Fig. 4: Number of overlapping genes between gene mapping methods.
figure 4

Number of overlapping genes between FUMA eQTL mapping, FUMA chromatin interaction mapping, ANNOVAR chromosome positional mapping, and MAGMA gene-based analysis for all cortical regions combined for cortical surface area (a), thickness (b) and volume (c).

Pathway analysis

MAGMA gene set analyses identified 7 pathways for CTh, 3 pathways for CSA and 9 pathways for CV (Supplementary Data 20). Among them are the gene ontology (GO) gene sets hindbrain morphogenesis (strongest association with thickness of middle temporal cortex), forebrain generation of neurons (with surface area of precentral cortex), and central nervous system neuron development (with volume of transverse temporal cortex). However, after Bonferroni correction only one significant pathway (p < 1.02 × 10−7) remained: regulation of catabolic process for CTh of the inferior temporal cortex. InnateDB pathway analyses of genes mapped to independent lead SNPs by FUMA showed a significant overlap between CTh and CSA genes and the Wnt signaling pathway (Supplementary Figs. 8 and 9) as well as a significant overlap between CV genes and the basal cell carcinoma pathway (Supplementary Fig. 10).

Heritability

Heritability estimates (h2) of global CTh were 0.64 (standard error (se) = 0.12; pSOLAR = 3 × 10−7) in the ASPS-Fam study and 0.45 (se = 0.08; pGCTA = 2.5 × 10−7) in the Rotterdam study (RS). For CSA, h2 was 0.84 (se = 0.12; pSOLAR = 2.63 × 10−11) in ASPS-Fam and 0.33 (se = 0.08, pGCTA = 1 × 10−4) in RS, and for CV, h2 was 0.80 (se = 0.11; pSOLAR = 1.10 × 10−9) in ASPS-Fam and 0.32 (se = 0.08; pGCTA = 1 × 10−4) in RS. There was a large range in heritability estimates of regional CTh, CSA, and CV (Supplementary Data 21).

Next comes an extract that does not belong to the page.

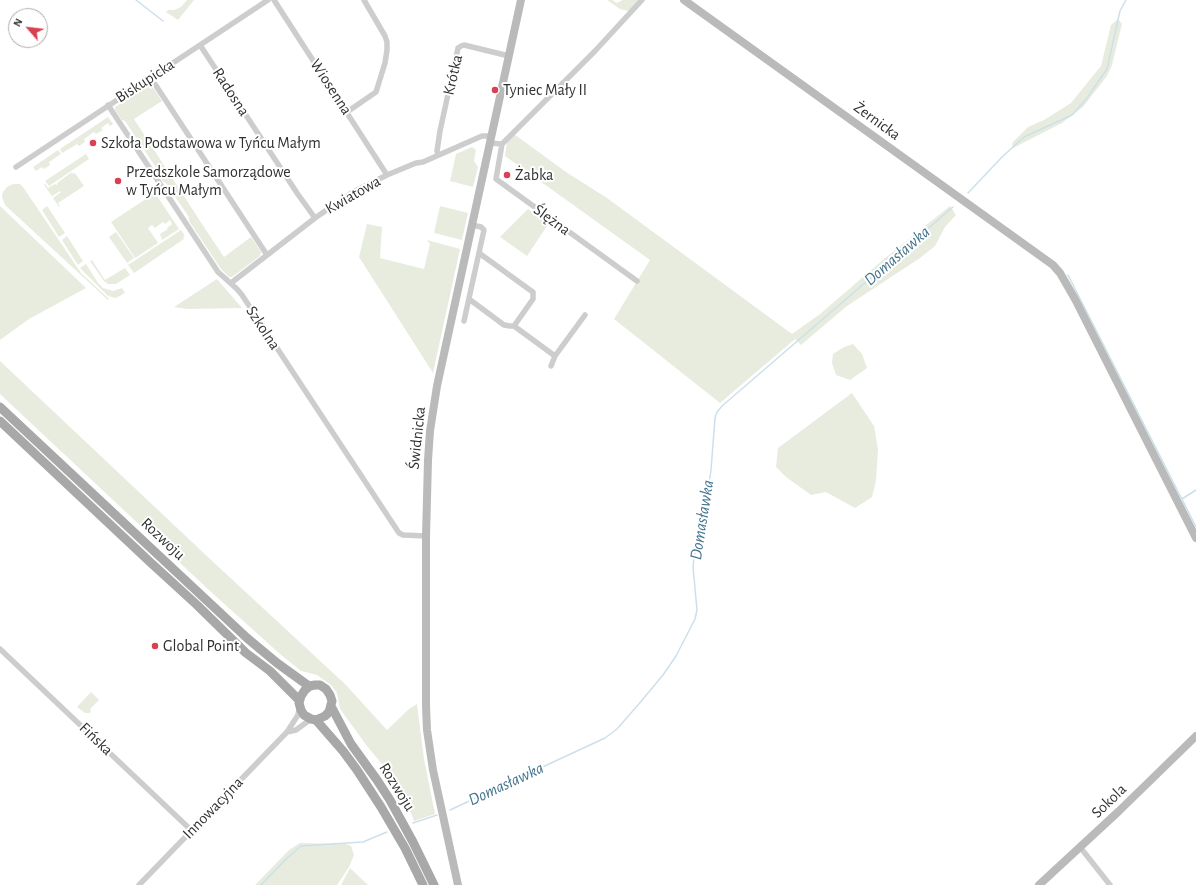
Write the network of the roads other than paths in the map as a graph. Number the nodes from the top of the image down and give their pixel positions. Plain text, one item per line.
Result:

Heritability based on common SNPs as estimated with LDSR was 0.25 (se = 0.03) for global CTh, 0.29 (se = 0.04) for global CSA and 0.30 (se = 0.03) for global CV. LDSR heritability estimates of regional CTh, CSA, and CV are presented in Supplementary Data 21 and Supplementary Fig. 11. For the regional analyses, the estimated heritability ranged from 0.05 to 0.18 for CTh, from 0.07 to 0.36 for CSA and from 0.06 to 0.32 for CV. Superior temporal cortex (h2CTh = 0.18, h2CSA = 0.30, h2CV = 0.26), precuneus (h2CTh = 0.16, h2CSA = 0.29, h2CV = 0.28) and pericalcarine (h2CTh = 0.15, h2CSA = 0.36, h2CV = 0.32) are among the most genetically determined regions.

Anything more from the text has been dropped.